Sentinel lymph node detection by an optical method using scattered photons

Franklin Tellier 1,2,*, Rasata Ravelo 1, Hervé Simon 2, Renée Chabrier 1, Jérôme Steibel 1, Patrick Poulet 1
PMCID: PMC3018053  PMID: 21258517

Abstract

We present a new near infrared optical probe for the sentinel lymph node detection, based on the recording of scattered photons. A two wavelengths setup was developed to improve the detection threshold of an injected dye: the Patent Blue V dye. The method used consists in modulating each laser diode at a given frequency. A Fast Fourier Transform of the recorded signal separates both components. The signal amplitudes are used to compute relative Patent Blue V concentration. Results on the probe using phantoms model and small animal experimentation exhibit a sensitivity threshold of 3.2 µmol/L, which is thirty fold better than the eye visible threshold.

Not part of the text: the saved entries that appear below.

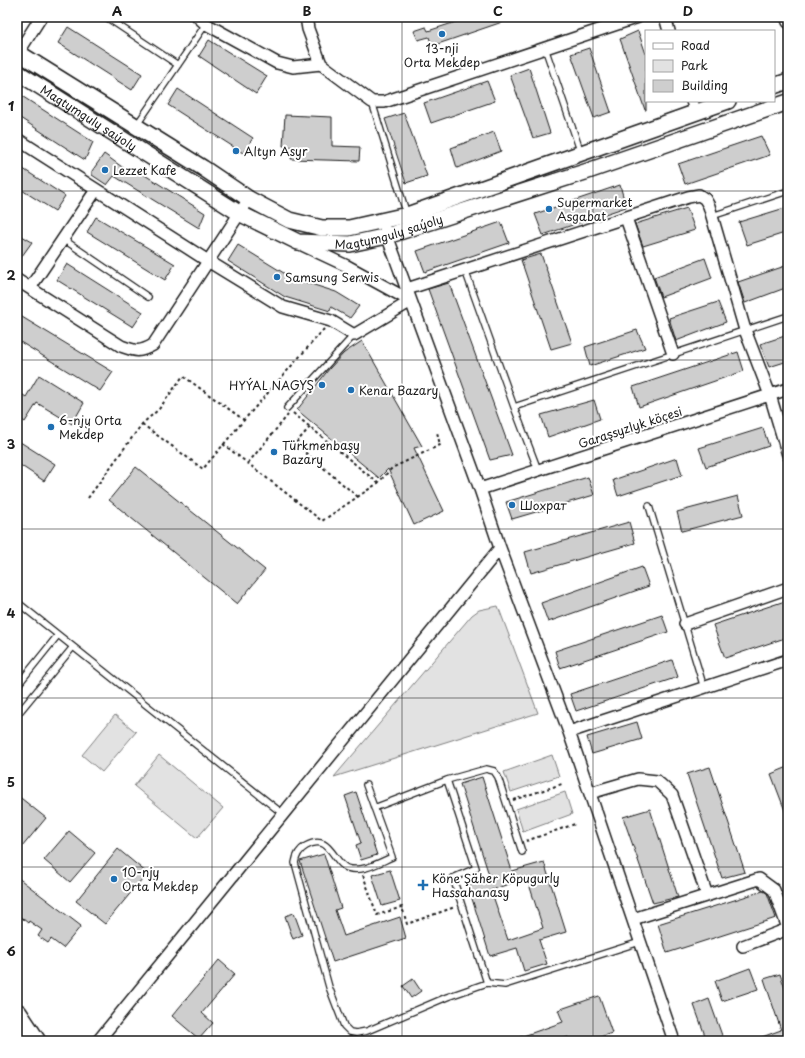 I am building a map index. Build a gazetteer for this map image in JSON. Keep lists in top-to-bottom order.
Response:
{
  "streets": {
    "street": ["Magtymguly şaýoly", "Garaşsyzlyk köçesi"]
  },
  "places": {
    "other": [
      "13-nji Orta Mekdep",
      "Altyn Asyr",
      "Lezzet Kafe",
      "Supermarket Asgabat",
      "Samsung Serwis",
      "HYÝAL NAGYŞ",
      "Kenar Bazary",
      "6-njy Orta Mekdep",
      "Türkmenbaşy Bazary",
      "Шохрат",
      "10-njy Orta Mekdep"
    ],
    "health": ["Köne Şäher Köpugurly Hassahanasy"]
  },
  "legend": ["Road", "Park", "Building"],
  "grid": {
    "columns": [
      "A",
      "B",
      "C",
      "D"
    ],
    "rows": [
      "1",
      "2",
      "3",
      "4",
      "5",
      "6"
    ]
  }
}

OCIS codes: (170.3890) Medical optics instrumentation; (170.6510) Spectroscopy, tissue diagnostics

1. Introduction

The lymphatic system includes three distinct subsets: the lymphatic capillaries, lymphatic vessels and thoracic duct. Lymph is drained from the lymphatic capillaries to the lymph nodes where it penetrates to be filtered. The sentinel lymph node is defined as the first node that receives afferent lymphatic drainage from a tumour. These nodes have a spheroid shape with dimensions varying from 1 to 15 mm.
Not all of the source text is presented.